[Assignment]: Please restate all of the records word for word, setting the pictures aside.

[Material supplied]:

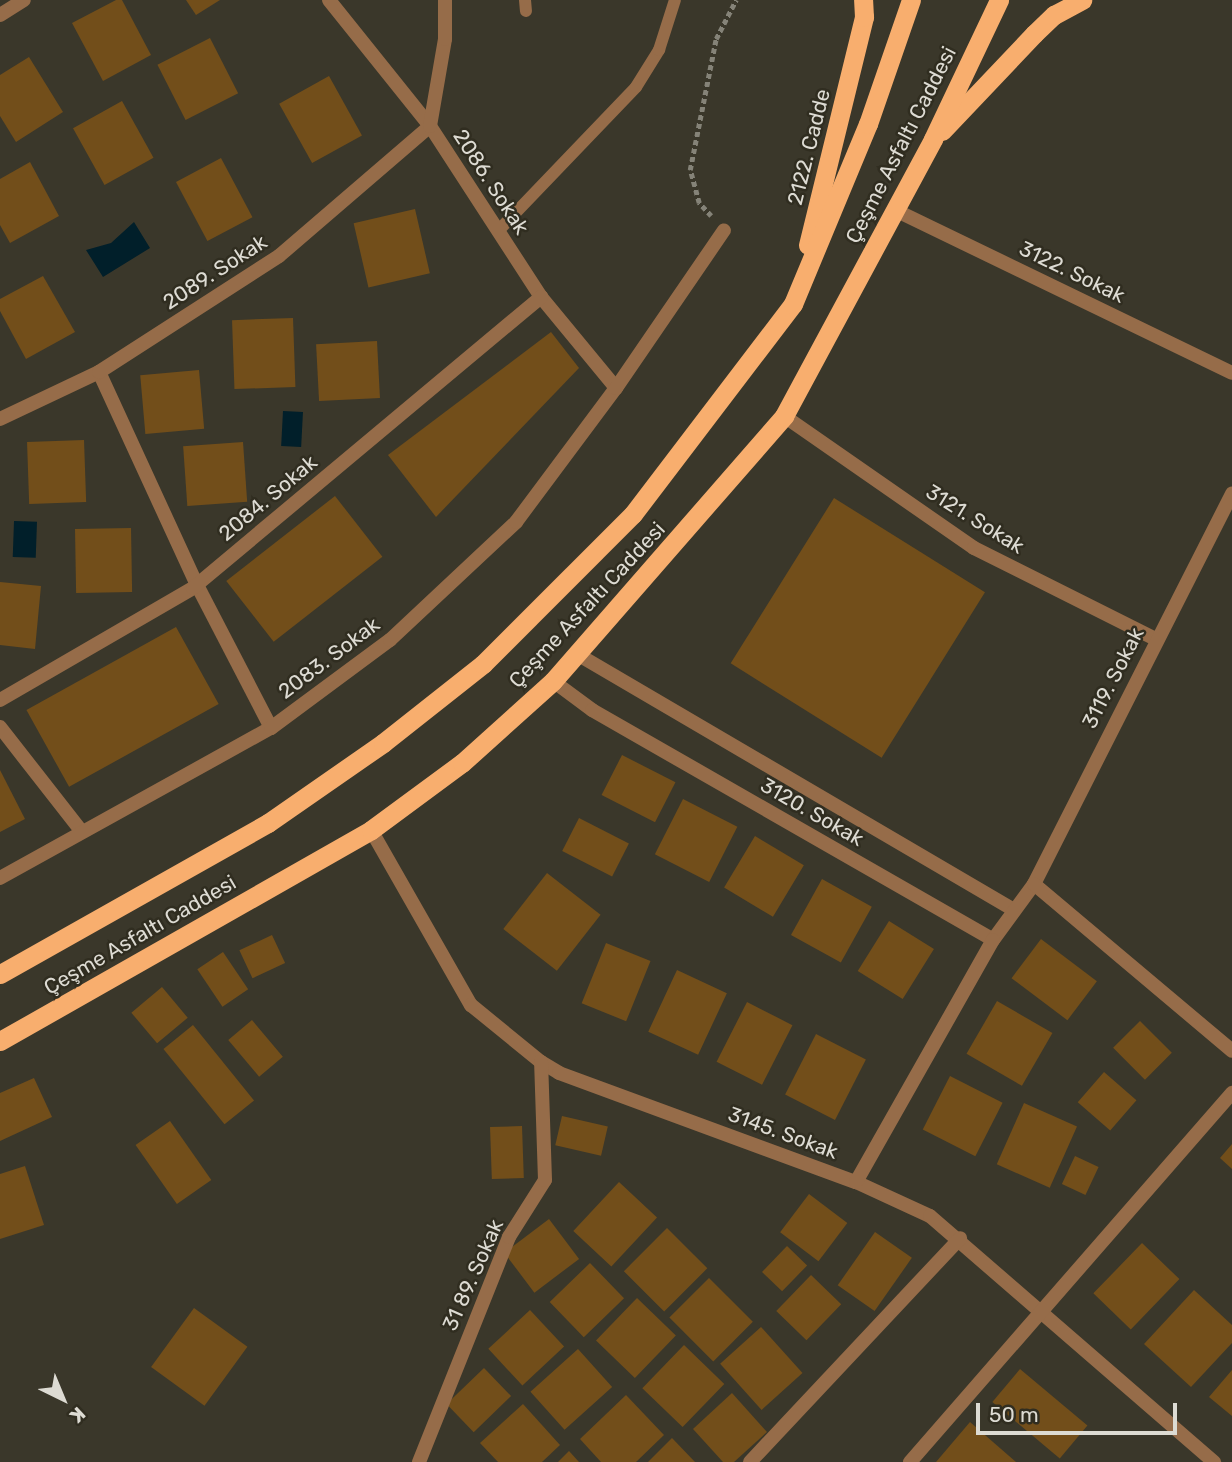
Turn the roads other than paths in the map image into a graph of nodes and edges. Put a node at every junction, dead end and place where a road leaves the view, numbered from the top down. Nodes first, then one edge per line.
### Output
1 (24, 0) edge
2 (329, 0) edge
3 (445, 0) edge
4 (675, 0) edge
5 (863, 0) edge
6 (911, 0) edge
7 (999, 0) edge
8 (1082, 0) edge
9 (0, 15) edge
10 (430, 126) junction
11 (933, 139) junction
12 (895, 210) junction
13 (724, 230) road end
14 (498, 231) junction
15 (541, 297) junction
16 (793, 304) junction
17 (99, 372) junction
18 (1232, 373) edge
19 (616, 388) junction
20 (784, 416) junction
21 (0, 419) edge
22 (1232, 493) edge
23 (197, 584) junction
24 (1156, 639) junction
25 (577, 654) junction
26 (553, 681) junction
27 (0, 700) edge
28 (0, 727) edge
29 (271, 727) junction
30 (371, 831) junction
31 (82, 832) junction
32 (0, 878) edge
33 (1034, 884) junction
34 (1014, 909) junction
35 (993, 940) junction
36 (0, 974) edge
37 (0, 1041) edge
38 (1232, 1051) edge
39 (541, 1062) junction
40 (1232, 1093) edge
41 (856, 1182) junction
42 (960, 1238) junction
43 (1042, 1310) junction
44 (419, 1462) edge
45 (750, 1462) edge
46 (910, 1462) edge
47 (1214, 1462) edge

1 - 9 street
2 - 10 street, 2086. Sokak
3 - 10 street
4 - 14 lane
5 - 16 highway, 2122. Cadde
6 - 16 highway
7 - 11 highway, Çeşme Asfaltı Caddesi
8 - 11 highway
10 - 14 street, 2086. Sokak
10 - 17 street, 2089. Sokak
11 - 12 highway, Çeşme Asfaltı Caddesi
12 - 18 street, 3122. Sokak
12 - 20 highway, Çeşme Asfaltı Caddesi
13 - 19 street, 2083. Sokak
14 - 15 street, 2086. Sokak
15 - 19 street, 2086. Sokak
15 - 23 street, 2084. Sokak
16 - 36 highway, Çeşme Asfaltı Caddesi
17 - 21 street, 2089. Sokak
17 - 23 street
19 - 29 street, 2083. Sokak
20 - 24 street, 3121. Sokak
20 - 25 highway, Çeşme Asfaltı Caddesi
22 - 24 street, 3119. Sokak
23 - 27 street, 2084. Sokak
23 - 29 street
24 - 33 street, 3119. Sokak
25 - 26 highway, Çeşme Asfaltı Caddesi
25 - 34 street
26 - 30 highway, Çeşme Asfaltı Caddesi
26 - 35 street, 3120. Sokak
28 - 31 street
29 - 31 street, 2083. Sokak
30 - 37 highway, Çeşme Asfaltı Caddesi
30 - 39 street, 3145. Sokak
31 - 32 street, 2083. Sokak
33 - 34 street
33 - 38 street
34 - 35 street
35 - 41 street
39 - 41 street, 3145. Sokak
39 - 44 street, 31 89. Sokak
40 - 43 street
41 - 42 street, 3145. Sokak
42 - 43 street, 3145. Sokak
42 - 45 street
43 - 46 street
43 - 47 street, 3145. Sokak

[Solution to this task]:
Turn the roads other than paths in the map image into a graph of nodes and edges. Put a node at every junction, dead end and place where a road leaves the view, numbered from the top down. Nodes first, then one edge per line.
### Output
1 (24, 0) edge
2 (329, 0) edge
3 (445, 0) edge
4 (675, 0) edge
5 (863, 0) edge
6 (911, 0) edge
7 (999, 0) edge
8 (1082, 0) edge
9 (0, 15) edge
10 (430, 126) junction
11 (933, 139) junction
12 (895, 210) junction
13 (724, 230) road end
14 (498, 231) junction
15 (541, 297) junction
16 (793, 304) junction
17 (99, 372) junction
18 (1232, 373) edge
19 (616, 388) junction
20 (784, 416) junction
21 (0, 419) edge
22 (1232, 493) edge
23 (197, 584) junction
24 (1156, 639) junction
25 (577, 654) junction
26 (553, 681) junction
27 (0, 700) edge
28 (0, 727) edge
29 (271, 727) junction
30 (371, 831) junction
31 (82, 832) junction
32 (0, 878) edge
33 (1034, 884) junction
34 (1014, 909) junction
35 (993, 940) junction
36 (0, 974) edge
37 (0, 1041) edge
38 (1232, 1051) edge
39 (541, 1062) junction
40 (1232, 1093) edge
41 (856, 1182) junction
42 (960, 1238) junction
43 (1042, 1310) junction
44 (419, 1462) edge
45 (750, 1462) edge
46 (910, 1462) edge
47 (1214, 1462) edge

1 - 9 street
2 - 10 street, 2086. Sokak
3 - 10 street
4 - 14 lane
5 - 16 highway, 2122. Cadde
6 - 16 highway
7 - 11 highway, Çeşme Asfaltı Caddesi
8 - 11 highway
10 - 14 street, 2086. Sokak
10 - 17 street, 2089. Sokak
11 - 12 highway, Çeşme Asfaltı Caddesi
12 - 18 street, 3122. Sokak
12 - 20 highway, Çeşme Asfaltı Caddesi
13 - 19 street, 2083. Sokak
14 - 15 street, 2086. Sokak
15 - 19 street, 2086. Sokak
15 - 23 street, 2084. Sokak
16 - 36 highway, Çeşme Asfaltı Caddesi
17 - 21 street, 2089. Sokak
17 - 23 street
19 - 29 street, 2083. Sokak
20 - 24 street, 3121. Sokak
20 - 25 highway, Çeşme Asfaltı Caddesi
22 - 24 street, 3119. Sokak
23 - 27 street, 2084. Sokak
23 - 29 street
24 - 33 street, 3119. Sokak
25 - 26 highway, Çeşme Asfaltı Caddesi
25 - 34 street
26 - 30 highway, Çeşme Asfaltı Caddesi
26 - 35 street, 3120. Sokak
28 - 31 street
29 - 31 street, 2083. Sokak
30 - 37 highway, Çeşme Asfaltı Caddesi
30 - 39 street, 3145. Sokak
31 - 32 street, 2083. Sokak
33 - 34 street
33 - 38 street
34 - 35 street
35 - 41 street
39 - 41 street, 3145. Sokak
39 - 44 street, 31 89. Sokak
40 - 43 street
41 - 42 street, 3145. Sokak
42 - 43 street, 3145. Sokak
42 - 45 street
43 - 46 street
43 - 47 street, 3145. Sokak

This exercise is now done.